Según las estadísticas al uso, la longevidad de la población en su conjunto viene aumentando desde que se dispone de datos al respecto, de modo que la esperanza de vida (años desde el nacimiento hasta lo que se da en llamar “muerte natural”) supera ya en Europa los ochenta años. Sin embargo, albergo alguna que otra duda al respecto que es causa de una cierta frustración que les explicaré. Para empezar, etiquetar cualquier deceso como “natural” no me parece adecuado; se refiere a muertes sin intervención ajena, por violencia o también, seguramente, se excluyen las debidas a accidentes,
pero resulta que el final debido al deterioro por cualquier enfermedad es también accidental (“la muerte natural” no existe; toda muerte es un asesinato, escribió Bufalino en “Perorata del apestado”) y podría haber concluido de otro modo como venimos comprobando a tenor de los avances científicos, así que lo de “natural”, para ser consecuentes, entre comillas.

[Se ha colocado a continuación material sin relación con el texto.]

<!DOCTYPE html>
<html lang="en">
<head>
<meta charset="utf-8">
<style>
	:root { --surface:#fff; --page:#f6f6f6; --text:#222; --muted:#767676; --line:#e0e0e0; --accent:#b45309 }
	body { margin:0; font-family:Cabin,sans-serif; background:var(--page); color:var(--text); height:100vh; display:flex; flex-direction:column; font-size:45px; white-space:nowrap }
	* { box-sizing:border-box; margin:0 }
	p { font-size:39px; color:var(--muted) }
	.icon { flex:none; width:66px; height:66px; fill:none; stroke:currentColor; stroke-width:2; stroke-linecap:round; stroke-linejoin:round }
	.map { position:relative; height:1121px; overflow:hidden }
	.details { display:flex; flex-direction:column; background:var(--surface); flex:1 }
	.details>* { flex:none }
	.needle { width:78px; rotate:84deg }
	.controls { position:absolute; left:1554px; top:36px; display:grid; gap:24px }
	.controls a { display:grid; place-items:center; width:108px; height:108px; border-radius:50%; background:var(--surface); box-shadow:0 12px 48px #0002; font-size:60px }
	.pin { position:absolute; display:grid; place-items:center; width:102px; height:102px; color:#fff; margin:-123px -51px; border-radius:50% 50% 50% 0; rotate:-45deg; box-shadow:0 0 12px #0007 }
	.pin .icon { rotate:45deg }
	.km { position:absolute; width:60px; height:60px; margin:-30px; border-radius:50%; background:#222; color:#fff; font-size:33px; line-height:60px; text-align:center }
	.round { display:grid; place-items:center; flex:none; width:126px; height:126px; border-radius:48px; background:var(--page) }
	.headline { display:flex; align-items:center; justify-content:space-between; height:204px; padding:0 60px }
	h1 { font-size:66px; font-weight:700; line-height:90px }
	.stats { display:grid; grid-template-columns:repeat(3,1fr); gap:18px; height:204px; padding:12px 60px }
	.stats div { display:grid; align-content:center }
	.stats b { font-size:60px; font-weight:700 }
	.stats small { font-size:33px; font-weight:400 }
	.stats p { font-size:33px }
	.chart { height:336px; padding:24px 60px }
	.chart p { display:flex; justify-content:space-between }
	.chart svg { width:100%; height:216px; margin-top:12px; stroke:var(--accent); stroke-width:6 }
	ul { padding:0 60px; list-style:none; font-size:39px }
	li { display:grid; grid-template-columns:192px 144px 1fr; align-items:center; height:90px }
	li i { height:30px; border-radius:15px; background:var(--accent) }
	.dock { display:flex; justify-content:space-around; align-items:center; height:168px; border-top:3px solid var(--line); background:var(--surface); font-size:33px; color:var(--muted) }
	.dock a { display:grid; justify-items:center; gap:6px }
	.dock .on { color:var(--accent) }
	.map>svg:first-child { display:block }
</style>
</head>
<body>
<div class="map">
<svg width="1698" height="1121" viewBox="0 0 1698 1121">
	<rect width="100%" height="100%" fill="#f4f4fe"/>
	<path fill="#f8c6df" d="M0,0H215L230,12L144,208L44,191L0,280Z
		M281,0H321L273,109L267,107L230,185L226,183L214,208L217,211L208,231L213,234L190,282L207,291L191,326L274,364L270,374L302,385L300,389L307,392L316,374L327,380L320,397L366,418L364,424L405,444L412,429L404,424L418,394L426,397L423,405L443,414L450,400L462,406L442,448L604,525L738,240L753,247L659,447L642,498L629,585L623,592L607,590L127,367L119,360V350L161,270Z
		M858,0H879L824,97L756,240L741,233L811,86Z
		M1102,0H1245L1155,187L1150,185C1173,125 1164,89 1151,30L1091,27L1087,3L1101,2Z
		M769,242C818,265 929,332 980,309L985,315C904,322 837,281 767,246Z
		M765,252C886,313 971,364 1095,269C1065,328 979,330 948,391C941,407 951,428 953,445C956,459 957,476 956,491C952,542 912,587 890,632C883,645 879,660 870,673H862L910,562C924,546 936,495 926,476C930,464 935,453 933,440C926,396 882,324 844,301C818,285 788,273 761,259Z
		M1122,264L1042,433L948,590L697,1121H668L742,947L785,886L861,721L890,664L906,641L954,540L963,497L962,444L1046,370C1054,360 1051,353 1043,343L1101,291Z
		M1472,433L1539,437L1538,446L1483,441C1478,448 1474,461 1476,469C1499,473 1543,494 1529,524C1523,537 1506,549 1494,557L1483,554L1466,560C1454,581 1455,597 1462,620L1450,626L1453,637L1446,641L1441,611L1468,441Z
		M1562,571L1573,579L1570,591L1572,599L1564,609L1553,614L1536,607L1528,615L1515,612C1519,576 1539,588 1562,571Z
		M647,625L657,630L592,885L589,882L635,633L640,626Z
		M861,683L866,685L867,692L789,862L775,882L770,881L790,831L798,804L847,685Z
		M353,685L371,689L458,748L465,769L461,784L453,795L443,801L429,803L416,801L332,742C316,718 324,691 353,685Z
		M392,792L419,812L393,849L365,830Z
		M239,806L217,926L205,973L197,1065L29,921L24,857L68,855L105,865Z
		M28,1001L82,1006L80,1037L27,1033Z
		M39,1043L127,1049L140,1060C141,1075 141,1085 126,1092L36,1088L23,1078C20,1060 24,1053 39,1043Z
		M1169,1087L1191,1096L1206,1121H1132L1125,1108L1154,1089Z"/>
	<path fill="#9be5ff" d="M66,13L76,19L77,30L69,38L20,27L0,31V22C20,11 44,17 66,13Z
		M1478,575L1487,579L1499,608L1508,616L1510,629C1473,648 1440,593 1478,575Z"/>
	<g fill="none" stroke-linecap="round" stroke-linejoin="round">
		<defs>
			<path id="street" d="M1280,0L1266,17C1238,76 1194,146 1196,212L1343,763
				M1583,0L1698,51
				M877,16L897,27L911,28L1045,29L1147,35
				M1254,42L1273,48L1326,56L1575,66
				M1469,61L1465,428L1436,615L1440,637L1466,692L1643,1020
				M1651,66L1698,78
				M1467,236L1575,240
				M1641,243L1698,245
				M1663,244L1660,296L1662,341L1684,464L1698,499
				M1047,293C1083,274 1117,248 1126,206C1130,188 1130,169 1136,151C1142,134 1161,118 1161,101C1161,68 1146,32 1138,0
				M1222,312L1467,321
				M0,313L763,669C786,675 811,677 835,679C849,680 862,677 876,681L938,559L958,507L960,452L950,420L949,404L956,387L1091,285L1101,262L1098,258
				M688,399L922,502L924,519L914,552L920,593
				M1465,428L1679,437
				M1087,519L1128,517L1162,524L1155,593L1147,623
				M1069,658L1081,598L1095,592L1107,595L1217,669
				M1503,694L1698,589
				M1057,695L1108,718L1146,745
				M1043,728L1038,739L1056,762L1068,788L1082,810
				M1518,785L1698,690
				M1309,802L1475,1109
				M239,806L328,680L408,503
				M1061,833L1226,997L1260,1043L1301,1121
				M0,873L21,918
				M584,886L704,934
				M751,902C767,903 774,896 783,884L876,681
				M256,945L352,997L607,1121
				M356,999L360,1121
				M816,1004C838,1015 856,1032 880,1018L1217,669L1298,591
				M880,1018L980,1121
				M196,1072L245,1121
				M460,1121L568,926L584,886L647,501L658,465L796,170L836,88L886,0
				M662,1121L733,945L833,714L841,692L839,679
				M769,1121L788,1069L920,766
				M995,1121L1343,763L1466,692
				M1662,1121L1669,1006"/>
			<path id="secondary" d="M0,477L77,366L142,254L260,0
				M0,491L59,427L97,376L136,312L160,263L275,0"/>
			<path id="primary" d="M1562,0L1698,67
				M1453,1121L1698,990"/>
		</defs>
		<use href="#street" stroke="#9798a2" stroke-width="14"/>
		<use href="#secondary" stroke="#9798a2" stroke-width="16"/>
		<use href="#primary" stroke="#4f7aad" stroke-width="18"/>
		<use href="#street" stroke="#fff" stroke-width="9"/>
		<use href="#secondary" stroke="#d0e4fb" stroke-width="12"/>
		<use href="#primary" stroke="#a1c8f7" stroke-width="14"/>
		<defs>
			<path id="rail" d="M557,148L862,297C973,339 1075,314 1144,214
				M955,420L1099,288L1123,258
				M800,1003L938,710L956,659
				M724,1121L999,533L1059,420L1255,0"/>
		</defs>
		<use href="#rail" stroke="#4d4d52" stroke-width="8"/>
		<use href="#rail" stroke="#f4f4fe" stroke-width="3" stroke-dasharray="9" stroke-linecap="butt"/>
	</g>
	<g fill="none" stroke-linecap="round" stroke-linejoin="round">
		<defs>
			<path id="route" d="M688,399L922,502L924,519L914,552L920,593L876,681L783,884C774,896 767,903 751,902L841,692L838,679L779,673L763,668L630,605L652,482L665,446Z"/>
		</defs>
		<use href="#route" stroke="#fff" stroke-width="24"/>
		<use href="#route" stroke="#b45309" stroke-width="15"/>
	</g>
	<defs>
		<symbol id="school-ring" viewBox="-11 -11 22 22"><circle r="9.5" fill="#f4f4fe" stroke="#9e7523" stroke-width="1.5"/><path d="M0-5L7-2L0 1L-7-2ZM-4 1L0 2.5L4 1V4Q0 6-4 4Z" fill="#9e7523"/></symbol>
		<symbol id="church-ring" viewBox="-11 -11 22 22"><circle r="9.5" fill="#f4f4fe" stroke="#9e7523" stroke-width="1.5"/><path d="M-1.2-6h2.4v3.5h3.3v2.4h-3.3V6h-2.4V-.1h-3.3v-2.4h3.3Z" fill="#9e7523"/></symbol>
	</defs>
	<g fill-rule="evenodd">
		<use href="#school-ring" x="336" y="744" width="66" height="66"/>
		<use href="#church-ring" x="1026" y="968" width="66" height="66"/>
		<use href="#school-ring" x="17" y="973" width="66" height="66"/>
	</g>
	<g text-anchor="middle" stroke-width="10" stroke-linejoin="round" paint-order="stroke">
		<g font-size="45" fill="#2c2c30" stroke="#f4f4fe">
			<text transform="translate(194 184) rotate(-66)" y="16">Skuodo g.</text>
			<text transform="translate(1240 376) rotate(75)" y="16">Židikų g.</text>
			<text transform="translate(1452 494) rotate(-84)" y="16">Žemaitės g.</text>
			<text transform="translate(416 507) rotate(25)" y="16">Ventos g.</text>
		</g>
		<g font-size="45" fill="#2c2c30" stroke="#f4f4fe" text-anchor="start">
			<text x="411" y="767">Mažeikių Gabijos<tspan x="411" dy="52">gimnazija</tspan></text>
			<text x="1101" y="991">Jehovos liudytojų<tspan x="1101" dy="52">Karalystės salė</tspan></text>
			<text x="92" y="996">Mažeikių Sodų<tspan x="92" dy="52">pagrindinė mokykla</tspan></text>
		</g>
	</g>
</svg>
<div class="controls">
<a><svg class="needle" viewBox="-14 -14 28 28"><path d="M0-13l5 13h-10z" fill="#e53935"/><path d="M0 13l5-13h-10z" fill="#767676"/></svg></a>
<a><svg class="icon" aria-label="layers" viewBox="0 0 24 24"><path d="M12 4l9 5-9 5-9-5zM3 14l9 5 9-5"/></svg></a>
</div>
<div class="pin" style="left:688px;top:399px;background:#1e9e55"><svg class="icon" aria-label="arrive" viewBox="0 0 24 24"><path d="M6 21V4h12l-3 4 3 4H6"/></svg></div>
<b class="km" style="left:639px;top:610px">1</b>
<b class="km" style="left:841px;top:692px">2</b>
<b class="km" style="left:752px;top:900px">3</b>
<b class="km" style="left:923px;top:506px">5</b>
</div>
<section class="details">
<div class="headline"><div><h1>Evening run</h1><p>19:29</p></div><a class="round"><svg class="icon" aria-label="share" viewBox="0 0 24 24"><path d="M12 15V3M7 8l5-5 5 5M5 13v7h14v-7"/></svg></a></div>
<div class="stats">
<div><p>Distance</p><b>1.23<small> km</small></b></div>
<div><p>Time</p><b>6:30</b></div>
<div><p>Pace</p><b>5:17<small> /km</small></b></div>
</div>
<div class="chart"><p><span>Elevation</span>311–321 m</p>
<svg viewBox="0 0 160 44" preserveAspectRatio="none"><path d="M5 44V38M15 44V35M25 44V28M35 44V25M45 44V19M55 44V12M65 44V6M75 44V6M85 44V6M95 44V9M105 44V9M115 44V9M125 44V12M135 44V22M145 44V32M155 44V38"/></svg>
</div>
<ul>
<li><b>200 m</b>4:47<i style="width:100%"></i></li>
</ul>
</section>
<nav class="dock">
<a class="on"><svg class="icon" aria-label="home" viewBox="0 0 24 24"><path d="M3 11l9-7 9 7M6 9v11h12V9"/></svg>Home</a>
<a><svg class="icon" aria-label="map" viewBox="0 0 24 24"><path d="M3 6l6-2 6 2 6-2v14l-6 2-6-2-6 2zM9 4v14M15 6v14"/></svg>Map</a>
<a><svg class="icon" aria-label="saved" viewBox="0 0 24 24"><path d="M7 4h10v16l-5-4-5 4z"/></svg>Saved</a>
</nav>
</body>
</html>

Es obvio que muchos profesionales, desde investigadores de laboratorio a sanitarios, educadores o medioambientalistas, dedican sus años en activo a retrasar ese casi eufemismo que supone referirse a ciertos óbitos como extinción natural. Además, y en mi opinión, en el cálculo de la supervivencia media debieran incluirse también las muertes causadas por los despropósitos que esporádicamente han arrasado sociedades, por armas o hambrunas, sin importar sexo ni edad. ¿Acaso los 700.000 fallecidos en la guerra y posguerra civil española, los 35 millones de la 1ª o los 70 en la segunda de las dos guerras mundiales, las masacres en Vietnam, Siria… no modificaron sustancialmente las cifras de supervivencia global en los respectivos países? Considerar estas cifras por separado es de algún modo una trampa y, de incluirlas en el cómputo, reducirían significativamente esa esperanza de vida por la que se esfuerzan otros. De ahí, precisamente, la frustrante sensación que puede embargar a quien se lo plantee; máxime si ha dedicado buena parte de su vida a intentar retrasar esa “muerte natural” que en determinadas épocas pasa a ser, con armas de por medio, cuestión trivial.
En mi profesión, dinero sin cuento destinado a mejorar la farmacoterapia para prolongar la supervivencia de enfermos de cáncer, incluso en estadios avanzados, siquiera unos meses más; un esfuerzo continuado, colectivo y, de pronto, cualquier dictador descerebrado y asesinatos mediante puede hacer, de lo conseguido, pura anécdota. De ahí que, por esa y otras razones, muchos reivindiquemos el derecho a conocer cuál será en un próximo futuro la esperanza de vida media de la población ucraniana, tomando también en consideración a los exterminados mediante la llamada “Operación militar especial”. Y es que la suma de muertes, “naturales” y provocadas, dará mejor medida de un progreso que es, demasiadas veces y como demostraría la comparación de la supervivencia actual con la de años pasados, regreso a la irracionalidad de anteriores dislates. De ahí, de una longevidad en retroceso por mor de la pólvora, el alimento para la mencionada frustración. Este año y en Europa, los años de vida media se habrán reducido tras la matanza de inocentes, jóvenes y niños, con lo que Putin será criminal por partida doble dado que, además, habrá matado también la esperanza que sobre el aumento de la supervivencia procuraban las estadísticas anteriores al desastre.